- **Assignment**
Filter task. Return each line of the material that holds the string "other".

- **Provided entries**
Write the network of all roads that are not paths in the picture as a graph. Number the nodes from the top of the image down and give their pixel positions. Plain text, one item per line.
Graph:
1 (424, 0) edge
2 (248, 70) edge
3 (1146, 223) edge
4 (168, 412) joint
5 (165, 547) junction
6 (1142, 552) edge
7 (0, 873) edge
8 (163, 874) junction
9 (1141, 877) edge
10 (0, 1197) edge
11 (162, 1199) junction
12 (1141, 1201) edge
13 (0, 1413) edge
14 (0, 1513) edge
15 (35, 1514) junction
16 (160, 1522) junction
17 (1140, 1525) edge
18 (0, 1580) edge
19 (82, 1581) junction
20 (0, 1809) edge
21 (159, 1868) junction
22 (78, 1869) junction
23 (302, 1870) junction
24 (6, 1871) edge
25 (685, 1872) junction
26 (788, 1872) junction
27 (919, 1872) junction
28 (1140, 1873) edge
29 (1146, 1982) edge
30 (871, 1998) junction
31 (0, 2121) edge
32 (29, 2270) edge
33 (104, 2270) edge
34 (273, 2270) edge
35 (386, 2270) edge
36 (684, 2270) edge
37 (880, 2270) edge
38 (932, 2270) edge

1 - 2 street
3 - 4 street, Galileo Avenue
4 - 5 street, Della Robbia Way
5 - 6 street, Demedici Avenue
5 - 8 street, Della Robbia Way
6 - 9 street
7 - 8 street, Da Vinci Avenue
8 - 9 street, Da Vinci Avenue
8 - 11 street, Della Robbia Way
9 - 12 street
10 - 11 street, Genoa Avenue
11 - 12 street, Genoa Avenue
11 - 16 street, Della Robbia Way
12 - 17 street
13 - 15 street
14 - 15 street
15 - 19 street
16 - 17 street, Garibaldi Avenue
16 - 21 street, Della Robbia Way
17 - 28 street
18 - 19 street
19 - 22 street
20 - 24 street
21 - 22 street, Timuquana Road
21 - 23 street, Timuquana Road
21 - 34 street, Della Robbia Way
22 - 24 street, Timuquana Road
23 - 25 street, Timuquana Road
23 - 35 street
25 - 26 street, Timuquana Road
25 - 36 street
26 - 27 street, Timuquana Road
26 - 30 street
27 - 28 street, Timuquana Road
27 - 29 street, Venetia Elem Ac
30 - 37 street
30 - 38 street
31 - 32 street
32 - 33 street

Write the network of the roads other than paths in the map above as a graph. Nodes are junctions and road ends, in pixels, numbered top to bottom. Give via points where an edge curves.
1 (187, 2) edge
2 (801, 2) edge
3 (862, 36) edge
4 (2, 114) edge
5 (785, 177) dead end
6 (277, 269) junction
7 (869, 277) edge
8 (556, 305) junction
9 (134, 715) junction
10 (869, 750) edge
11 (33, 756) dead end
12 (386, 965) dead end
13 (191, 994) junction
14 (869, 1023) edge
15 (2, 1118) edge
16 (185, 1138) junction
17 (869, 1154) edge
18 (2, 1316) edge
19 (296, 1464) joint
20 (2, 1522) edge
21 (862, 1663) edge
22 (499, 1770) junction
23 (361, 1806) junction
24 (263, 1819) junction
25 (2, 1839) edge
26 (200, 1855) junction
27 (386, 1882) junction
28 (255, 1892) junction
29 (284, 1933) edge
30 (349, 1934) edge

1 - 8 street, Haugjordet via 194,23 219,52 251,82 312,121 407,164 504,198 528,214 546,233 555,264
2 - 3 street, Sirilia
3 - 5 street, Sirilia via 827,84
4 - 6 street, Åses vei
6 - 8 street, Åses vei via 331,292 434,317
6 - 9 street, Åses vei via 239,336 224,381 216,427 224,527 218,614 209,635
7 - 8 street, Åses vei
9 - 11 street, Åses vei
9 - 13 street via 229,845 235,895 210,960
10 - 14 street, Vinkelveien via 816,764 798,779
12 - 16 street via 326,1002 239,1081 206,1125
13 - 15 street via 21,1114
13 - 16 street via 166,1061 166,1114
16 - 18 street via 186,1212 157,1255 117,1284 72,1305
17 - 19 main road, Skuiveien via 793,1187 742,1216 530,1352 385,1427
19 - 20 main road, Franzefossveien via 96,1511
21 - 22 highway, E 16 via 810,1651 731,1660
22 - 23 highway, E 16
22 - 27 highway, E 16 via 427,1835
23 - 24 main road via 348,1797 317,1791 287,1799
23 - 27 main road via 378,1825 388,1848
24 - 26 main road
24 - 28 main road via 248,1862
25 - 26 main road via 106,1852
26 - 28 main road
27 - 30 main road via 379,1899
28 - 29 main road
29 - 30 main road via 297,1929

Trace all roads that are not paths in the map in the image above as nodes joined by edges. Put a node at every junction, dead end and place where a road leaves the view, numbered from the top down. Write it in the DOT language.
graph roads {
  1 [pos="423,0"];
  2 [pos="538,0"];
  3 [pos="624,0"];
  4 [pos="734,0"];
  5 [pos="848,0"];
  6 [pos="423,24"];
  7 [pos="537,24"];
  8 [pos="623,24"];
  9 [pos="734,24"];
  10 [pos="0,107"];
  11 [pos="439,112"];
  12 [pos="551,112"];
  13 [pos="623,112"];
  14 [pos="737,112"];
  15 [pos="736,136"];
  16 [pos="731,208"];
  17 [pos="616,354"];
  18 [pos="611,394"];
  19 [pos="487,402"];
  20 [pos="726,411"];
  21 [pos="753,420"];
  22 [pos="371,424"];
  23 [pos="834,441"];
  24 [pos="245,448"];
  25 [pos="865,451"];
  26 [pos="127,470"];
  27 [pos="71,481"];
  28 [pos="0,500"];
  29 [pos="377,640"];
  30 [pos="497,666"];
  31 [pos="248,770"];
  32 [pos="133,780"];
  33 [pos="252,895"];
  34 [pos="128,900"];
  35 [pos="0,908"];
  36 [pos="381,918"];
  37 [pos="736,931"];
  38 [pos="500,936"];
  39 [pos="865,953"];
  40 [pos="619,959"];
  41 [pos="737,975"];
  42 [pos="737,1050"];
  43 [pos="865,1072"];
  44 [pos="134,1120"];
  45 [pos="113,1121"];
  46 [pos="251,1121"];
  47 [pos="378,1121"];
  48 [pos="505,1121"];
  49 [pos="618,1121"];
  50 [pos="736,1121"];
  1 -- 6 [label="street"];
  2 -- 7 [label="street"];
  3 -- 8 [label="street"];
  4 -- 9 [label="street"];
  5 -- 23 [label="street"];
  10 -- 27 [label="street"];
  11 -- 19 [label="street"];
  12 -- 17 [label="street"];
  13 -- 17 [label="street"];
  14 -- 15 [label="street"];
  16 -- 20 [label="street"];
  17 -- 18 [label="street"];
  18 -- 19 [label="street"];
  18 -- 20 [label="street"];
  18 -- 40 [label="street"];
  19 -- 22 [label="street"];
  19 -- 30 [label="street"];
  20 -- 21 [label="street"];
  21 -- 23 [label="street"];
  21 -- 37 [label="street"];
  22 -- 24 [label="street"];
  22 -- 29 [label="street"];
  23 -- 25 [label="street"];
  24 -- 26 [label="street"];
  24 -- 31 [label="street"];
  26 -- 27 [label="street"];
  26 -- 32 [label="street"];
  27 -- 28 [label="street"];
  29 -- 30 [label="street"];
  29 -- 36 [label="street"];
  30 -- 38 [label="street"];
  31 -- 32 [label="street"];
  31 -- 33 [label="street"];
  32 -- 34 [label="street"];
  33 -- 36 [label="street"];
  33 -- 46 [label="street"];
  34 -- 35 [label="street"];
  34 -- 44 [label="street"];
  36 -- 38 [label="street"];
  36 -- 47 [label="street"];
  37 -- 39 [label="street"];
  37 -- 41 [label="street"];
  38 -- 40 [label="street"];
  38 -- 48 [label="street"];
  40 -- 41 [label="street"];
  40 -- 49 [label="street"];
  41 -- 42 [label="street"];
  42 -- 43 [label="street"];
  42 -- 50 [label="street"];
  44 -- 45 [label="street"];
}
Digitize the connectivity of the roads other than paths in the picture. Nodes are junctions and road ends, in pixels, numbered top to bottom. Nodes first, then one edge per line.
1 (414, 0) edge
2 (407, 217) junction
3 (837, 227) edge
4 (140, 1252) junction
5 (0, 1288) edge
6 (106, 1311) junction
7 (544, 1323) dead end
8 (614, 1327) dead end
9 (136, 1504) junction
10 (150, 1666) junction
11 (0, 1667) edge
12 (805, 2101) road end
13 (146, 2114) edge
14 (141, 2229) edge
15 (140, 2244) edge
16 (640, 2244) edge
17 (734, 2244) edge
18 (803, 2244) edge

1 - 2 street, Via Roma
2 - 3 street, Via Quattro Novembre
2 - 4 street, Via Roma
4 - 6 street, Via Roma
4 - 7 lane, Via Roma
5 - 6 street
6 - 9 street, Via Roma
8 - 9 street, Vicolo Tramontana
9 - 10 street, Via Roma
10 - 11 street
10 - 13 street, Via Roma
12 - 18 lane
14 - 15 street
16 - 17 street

- **Expected answer**
Write the network of the roads other than paths in the map above as a graph. Nodes are junctions and road ends, in pixels, numbered top to bottom. Give via points where an edge curves.
Digitize the connectivity of the roads other than paths in the picture. Nodes are junctions and road ends, in pixels, numbered top to bottom. Nodes first, then one edge per line.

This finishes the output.